How does this code run?
June 19, 2013 12:58 AM   Subscribe

So I'm boning up on my web development skills, and came across an interesting little box at http://www.mydestination.com/moscow (scroll down to 'Book Your Trip'). How'd they do that? NOT looking to copy it, just learn about how's it done. Plenty more inside.

The box I'm looking at has tabs for Hotels, Flights, Car Rental, and Insurance. The CSS and making the tabbed box is one thing I can do, but digging through the source code doesn't reveal much on a few other questions:

1: How does it pre-populate the boxes with the relevant data? (If you click around to other destinations on the website, you'll notice the local airports to a given city are there, with a drop-down box used where appropriate)

2: In the source code, the only thing I could find that looked like it was responsible was < div class="leftbar" id="whiteLablelContainer" >< /div >
(and yes, 'lablel' is how it was spelled...) There must be more going on here...? There's no div id like that in the CSS files.

3: I know how to make a container responsive, but wouldn't that break the form / background? How does a box like this become responsive without messing up the design?
posted by chrisinseoul to Computers & Internet (8 answers total) 5 users marked this as a favorite
 
1. Its done server-side.
2. Ajax is used to load this url into the whitelablelContainer div
3. I really don't see how it would mess up the design?
posted by missmagenta at 1:19 AM on June 19, 2013


Have you ever used the Chrome dev tools? Super powerful for answering questions like this.

Secrets of the Browser Developer Tools

The following screenshots show me searching all the resources of the page for "whitelabel" and "whitelablel". It looks like a bog-standard custom jQuery plugin, the data is prepopulated with an AJAX request. There are only three Javascript functions to look at.

whitelabel
whitelablel

This could be state of the art anywhere until four or five years ago. Nowadays we don't like organizing our apps as jQuery spaghetti so much, so people are using stuff like angularjs.
posted by evariste at 1:28 AM on June 19, 2013 [2 favorites]


3: I know how to make a container responsive, but wouldn't that break the form / background? How does a box like this become responsive without messing up the design?
Breaking the form: nah. Why would changing some CSS properties on the form to make it more legible on a smaller screen break it? The CSS just controls the form's appearance, semantically it's still the same form.

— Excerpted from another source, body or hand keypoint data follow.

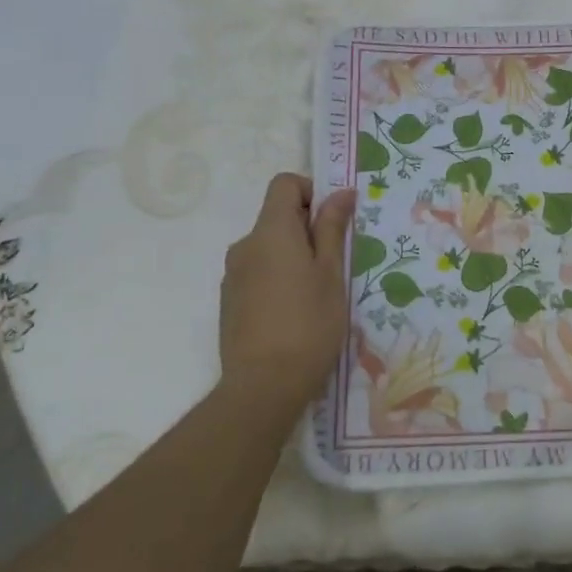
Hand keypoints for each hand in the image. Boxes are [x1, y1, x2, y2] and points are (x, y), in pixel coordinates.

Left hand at [219, 174, 355, 411]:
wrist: (263, 386)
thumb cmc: (309, 324)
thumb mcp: (331, 273)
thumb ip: (332, 229)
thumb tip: (341, 193)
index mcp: (271, 232)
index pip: (284, 184)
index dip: (311, 192)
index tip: (334, 221)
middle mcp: (245, 245)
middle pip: (277, 216)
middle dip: (307, 229)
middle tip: (334, 263)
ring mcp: (233, 275)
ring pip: (268, 247)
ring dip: (293, 256)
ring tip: (317, 293)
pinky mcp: (229, 301)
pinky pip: (258, 272)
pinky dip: (277, 278)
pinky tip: (294, 313)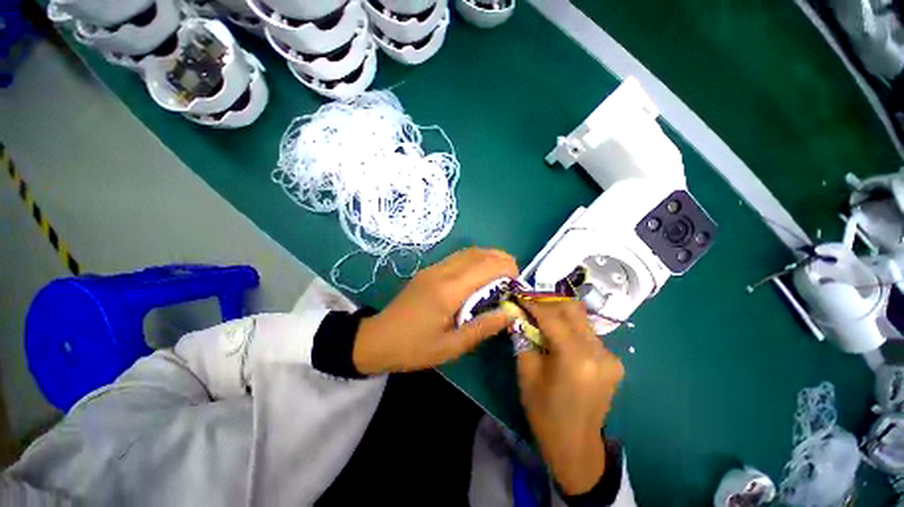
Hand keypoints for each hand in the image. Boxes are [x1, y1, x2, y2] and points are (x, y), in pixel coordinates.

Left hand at [353, 248, 518, 374]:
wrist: (377, 339)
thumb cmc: (414, 347)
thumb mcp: (451, 347)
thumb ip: (483, 328)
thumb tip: (510, 313)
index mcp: (448, 290)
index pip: (486, 266)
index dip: (507, 268)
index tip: (518, 282)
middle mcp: (442, 272)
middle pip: (479, 253)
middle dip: (502, 258)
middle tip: (514, 276)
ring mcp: (433, 268)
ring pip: (468, 251)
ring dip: (489, 257)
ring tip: (501, 274)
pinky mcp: (429, 270)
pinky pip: (458, 257)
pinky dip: (475, 260)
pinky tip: (480, 275)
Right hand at [516, 301, 623, 495]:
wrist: (575, 445)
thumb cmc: (544, 411)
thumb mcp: (526, 372)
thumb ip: (522, 337)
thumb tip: (515, 313)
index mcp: (575, 357)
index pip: (552, 316)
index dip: (533, 303)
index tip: (519, 294)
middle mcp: (599, 352)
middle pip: (573, 310)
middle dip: (549, 302)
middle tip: (531, 304)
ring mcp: (610, 356)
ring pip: (581, 319)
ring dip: (559, 314)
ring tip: (541, 318)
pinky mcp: (614, 361)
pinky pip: (588, 334)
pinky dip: (570, 328)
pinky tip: (559, 337)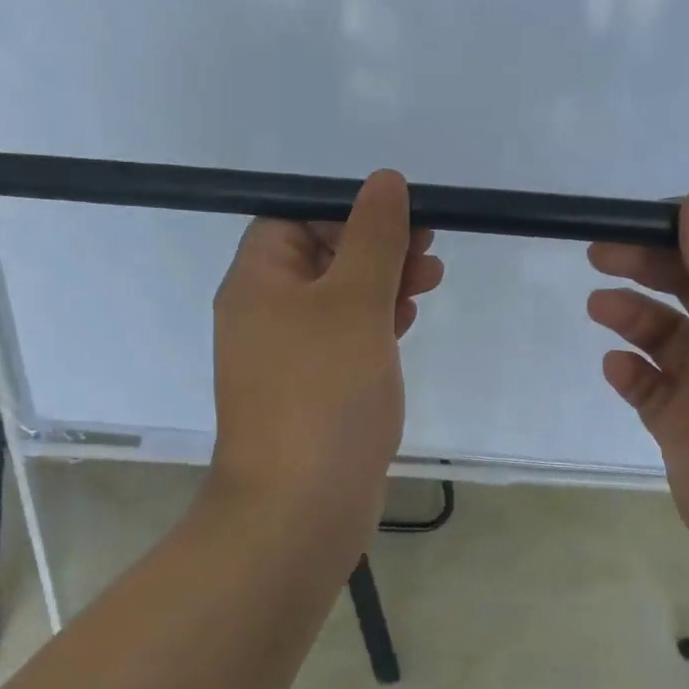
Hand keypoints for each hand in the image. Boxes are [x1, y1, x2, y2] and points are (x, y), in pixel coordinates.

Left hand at [209, 171, 443, 545]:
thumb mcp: (355, 301)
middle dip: (375, 247)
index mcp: (258, 281)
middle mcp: (263, 314)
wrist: (300, 508)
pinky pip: (342, 341)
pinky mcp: (310, 392)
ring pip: (336, 301)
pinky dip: (373, 325)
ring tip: (430, 282)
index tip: (402, 219)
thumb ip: (373, 237)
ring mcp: (285, 357)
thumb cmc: (325, 392)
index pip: (295, 218)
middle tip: (429, 250)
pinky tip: (406, 323)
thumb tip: (384, 180)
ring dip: (381, 284)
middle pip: (320, 257)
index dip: (348, 211)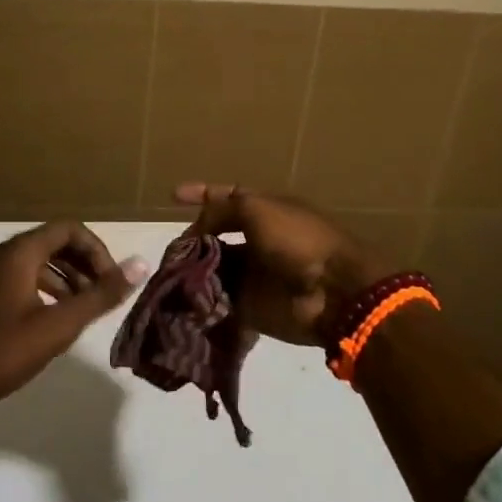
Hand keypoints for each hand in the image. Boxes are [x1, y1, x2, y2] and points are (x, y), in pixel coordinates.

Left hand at [0, 221, 144, 420]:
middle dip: (84, 266)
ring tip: (83, 313)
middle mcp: (1, 254)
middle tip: (103, 298)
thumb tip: (140, 265)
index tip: (112, 283)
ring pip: (37, 263)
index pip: (70, 229)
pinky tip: (50, 324)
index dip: (98, 251)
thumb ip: (98, 297)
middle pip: (54, 243)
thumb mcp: (55, 328)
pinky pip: (20, 279)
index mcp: (19, 252)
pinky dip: (44, 292)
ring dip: (66, 281)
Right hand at [174, 183, 393, 346]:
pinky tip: (180, 297)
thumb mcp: (257, 209)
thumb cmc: (297, 240)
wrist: (332, 292)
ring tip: (169, 274)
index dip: (201, 194)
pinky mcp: (251, 307)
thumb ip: (222, 209)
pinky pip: (220, 300)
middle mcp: (259, 240)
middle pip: (216, 236)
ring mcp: (255, 274)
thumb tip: (196, 230)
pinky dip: (201, 299)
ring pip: (214, 268)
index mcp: (266, 210)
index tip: (172, 195)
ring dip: (193, 270)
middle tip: (170, 250)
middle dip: (192, 240)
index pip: (228, 197)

Breaking the background: just specify CSS properties to shift the background around, or hide the background entirely if your media query tells you the screen size is too small to accommodate it it.
posted by evariste at 1:33 AM on June 19, 2013


They are using jQuery. Check out the jQuery.ajax() api. (Or other options, such as Dojo or any of the other major JavaScript frameworks... they all mostly do the same things, just differently.)
posted by anaelith at 4:17 AM on June 19, 2013


I'll recommend a site to you - jQuery for Designers.

It hasn't been updated in quite a while, so things have changed a bit (jQuery now uses "on" for most of it's event handling), but it's got a good roundup of tutorials that will probably be useful. Here's one on populating select boxes that should answer some of your questions..
posted by backwards guitar at 5:28 AM on June 19, 2013 [1 favorite]


They're either written into the HTML of the page by the server-side code when it loads, or requested dynamically by an XHR.

The tab switching is done with CSS.
posted by deathpanels at 5:30 AM on June 19, 2013


Yeah, jQuery is the missing link you're looking for here. With jQuery, you don't put Javascript in the HTML tags like in the bad old days, you use a selector to find the page element you want.

Here's the site code, it's a bit of a mess though.

If you search that code for "whiteLablelContainer" (yes, there's a typo) you'll get a (not terribly well-written) example of what's going on. A jQuery Ajax call is sent to the server, and the container is populated with the results.

(FYI, "$" is the usual variable assigned to jQuery, because "$" is actually a valid variable name in Javascript. So "$.ajax()" just means "jQuery.ajax()".)
posted by neckro23 at 11:17 AM on June 19, 2013


Response by poster: Thanks, all - nice to see so many knowledgable coders around. I've played with Chrome's Developer Tools, and love seeing how many tools there are built into one thing.

A couple / few of you have made it sound like it's not terribly well-written - is there a better way to accomplish the same goal? That is to say, a box that pre-populates the correct data based on the city / country, along with the switching AJAX (?) tabs. Speed of loading, compatibility with mobile browsers, and overall look would seem to be the more important elements.

To be honest, I'd love to work through an example / tutorial with one of you - the goal being to understand what's happening and create a proof-of-concept 'look what I can make' sort of thing. This is worth a few bucks to me - MeMail please?